I have a friend who’s a bit of a “free spirit.” The other day, she had a sip of my Maxwell House coffee and remarked, somewhat wistfully, “I wish you had some rich fair-trade coffee.”
Umm, rude. But more than it was rude, it was awkward that I didn’t know what fair trade really meant (hence my offense; I couldn’t care less what my coffee drip made). Never one to be shy of learning new things, I asked her what fair trade was. “It’s uh…you know…like not store brands I think?”
Ok, so she got some of it right. After some research, I discovered that Fair trade goods, ranging from coffee to sugar, are products that come from farmers who were justly compensated for their goods to be sold in our local supermarkets. The business they get from selling their goods in America’s free trade market helps sustain their [often impoverished] communities.

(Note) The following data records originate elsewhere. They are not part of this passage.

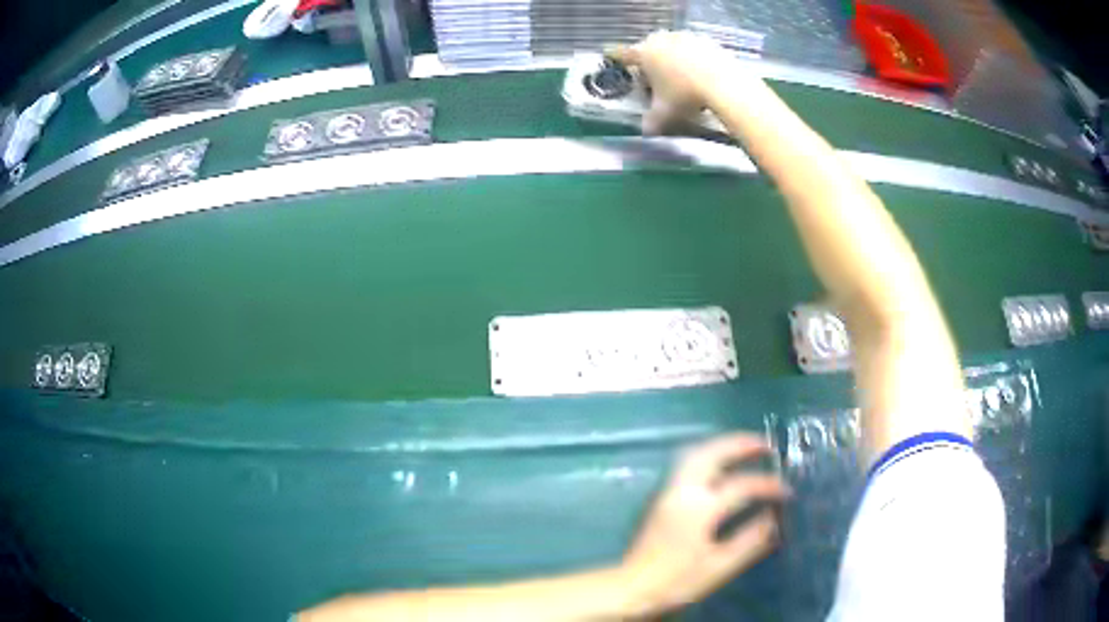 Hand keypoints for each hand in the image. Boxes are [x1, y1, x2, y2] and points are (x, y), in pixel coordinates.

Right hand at [607, 31, 747, 133]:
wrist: (724, 85)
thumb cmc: (686, 96)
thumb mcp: (665, 113)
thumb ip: (651, 121)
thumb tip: (645, 132)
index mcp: (645, 53)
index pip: (624, 53)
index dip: (615, 55)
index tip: (608, 53)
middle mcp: (662, 39)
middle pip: (649, 50)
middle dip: (650, 63)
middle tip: (656, 80)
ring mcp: (685, 37)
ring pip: (672, 48)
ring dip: (672, 60)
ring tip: (681, 79)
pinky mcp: (706, 40)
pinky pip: (694, 50)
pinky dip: (693, 60)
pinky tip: (701, 75)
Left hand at [619, 433, 788, 615]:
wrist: (632, 588)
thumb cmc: (677, 581)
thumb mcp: (719, 566)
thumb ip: (750, 540)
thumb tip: (774, 518)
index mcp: (699, 508)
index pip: (741, 485)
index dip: (768, 485)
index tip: (788, 491)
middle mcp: (682, 491)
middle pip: (712, 454)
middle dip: (741, 444)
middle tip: (768, 445)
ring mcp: (668, 492)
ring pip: (696, 455)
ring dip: (723, 446)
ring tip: (747, 449)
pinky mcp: (662, 498)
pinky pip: (688, 465)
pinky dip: (710, 456)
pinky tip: (723, 466) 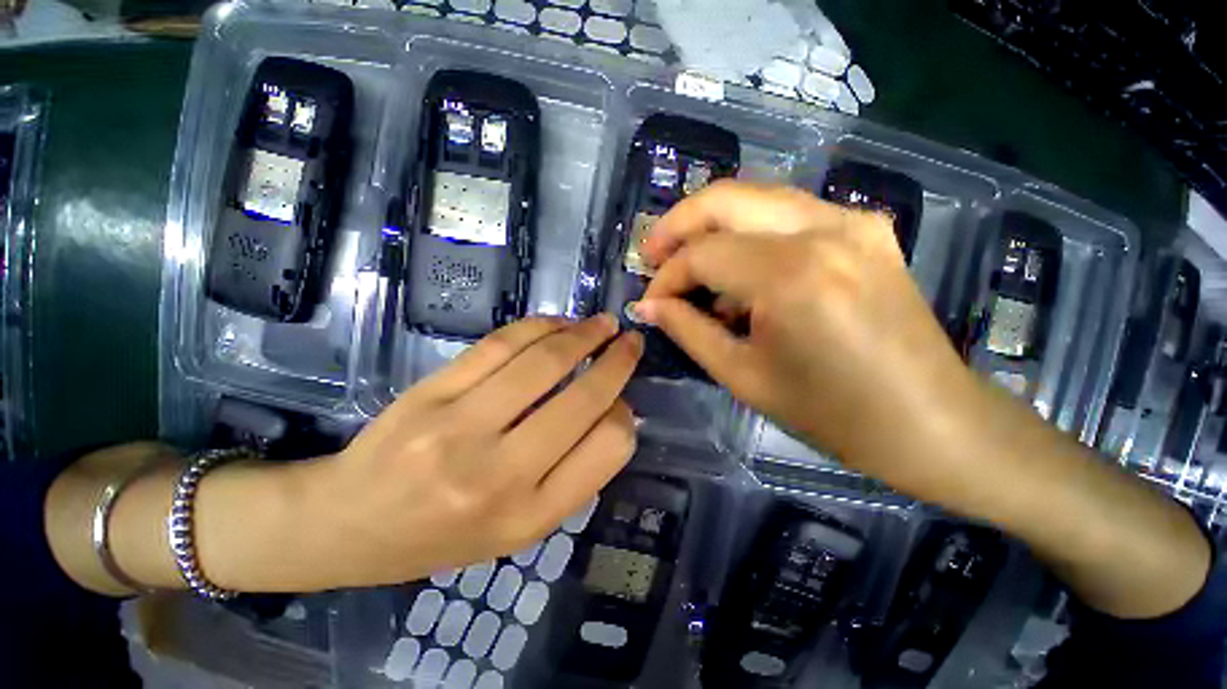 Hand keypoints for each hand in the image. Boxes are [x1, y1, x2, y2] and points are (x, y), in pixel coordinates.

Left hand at [296, 315, 641, 587]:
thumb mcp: (522, 527)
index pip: (608, 448)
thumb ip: (575, 472)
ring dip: (583, 334)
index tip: (624, 398)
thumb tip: (614, 408)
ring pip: (544, 362)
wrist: (349, 525)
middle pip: (582, 399)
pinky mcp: (432, 393)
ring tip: (602, 323)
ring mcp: (460, 428)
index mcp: (530, 515)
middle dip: (618, 361)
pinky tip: (557, 323)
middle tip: (632, 340)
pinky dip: (540, 327)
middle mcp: (500, 473)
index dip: (625, 414)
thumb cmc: (444, 535)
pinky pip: (501, 345)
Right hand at [635, 181, 974, 479]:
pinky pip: (786, 212)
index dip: (666, 278)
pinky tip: (740, 272)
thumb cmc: (829, 412)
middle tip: (653, 256)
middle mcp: (823, 230)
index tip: (650, 303)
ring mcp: (851, 220)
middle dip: (677, 225)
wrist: (927, 419)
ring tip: (690, 265)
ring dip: (711, 225)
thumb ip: (687, 330)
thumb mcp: (742, 376)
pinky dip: (748, 233)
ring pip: (755, 196)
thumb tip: (646, 307)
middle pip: (725, 198)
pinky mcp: (864, 226)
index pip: (702, 255)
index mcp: (791, 276) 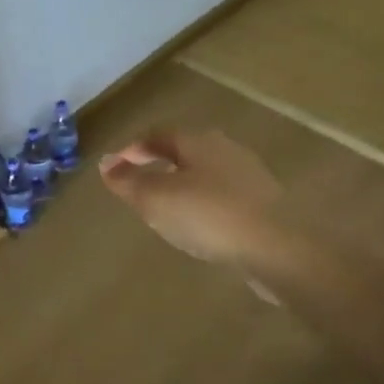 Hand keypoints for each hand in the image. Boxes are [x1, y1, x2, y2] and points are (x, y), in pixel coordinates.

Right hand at [99, 128, 281, 265]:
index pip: (157, 136)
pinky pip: (223, 198)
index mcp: (198, 141)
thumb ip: (129, 181)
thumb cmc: (209, 216)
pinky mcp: (263, 204)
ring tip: (166, 211)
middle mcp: (225, 150)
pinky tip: (200, 227)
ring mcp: (249, 176)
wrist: (276, 247)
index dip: (133, 151)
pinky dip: (204, 206)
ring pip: (205, 175)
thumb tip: (106, 163)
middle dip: (159, 166)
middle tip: (139, 188)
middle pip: (184, 152)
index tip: (115, 169)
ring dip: (183, 187)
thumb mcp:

According to Fair Trade USA, “’Fair Trade’ helps ‘Free Trade’ work for the poor.” This ideal is what provides developing nations the tools they need to be competitors in the international economy. They provide farmers with fair prices and a large proportion of the retail price of their goods; workers with safe conditions; and the communities with resources for healthy and sustainable lives. This market-based approach is in an effort to eliminate exploitation of farmers as well as help their communities.
Rodney North of Equal Exchange (a Fair Trade goods distributor) describes the Fair Trade movement as "an alternative approach to the import and export of agricultural commodities that consciously addresses the chronic economic vulnerability and poverty of small-scale farmers in developing countries.”
In 2010, Equal Exchange teamed up with American Jewish World Service (AJWS) to create a Kosher line of Fair Trade products, called Better Beans, certified by the Orthodox Union (OU). AJWS encourages individuals who observe the laws of Kashrut to live their Jewish ethics and advance social justice around the world, as well as allows them to enjoy artisan coffees and chocolates from around the world. Additionally, a portion of Better Beans’ proceeds go to AJWS’s Fighting Hunger from the Ground Up campaign.
Equal Exchange has recently launched a campaign to support the authentic fair trade movement. This is in response to Fair Trade’s Fair Trade for All initiative, which aims to allow commodities from plantations into the Fair Trade system. This strategy of allowing goods from large producers into the Fair Trade system creates more competition for the small farmers for whom the movement was created. See the link below to join the Fair Trade campaign.
Although the eligibility for the Fair Trade system is now being challenged, we are still fortunate to have access to global commodities for low prices. It is incumbent upon us to take advantage of this boon and taste the world, while simultaneously promoting global justice and the vision of a just society.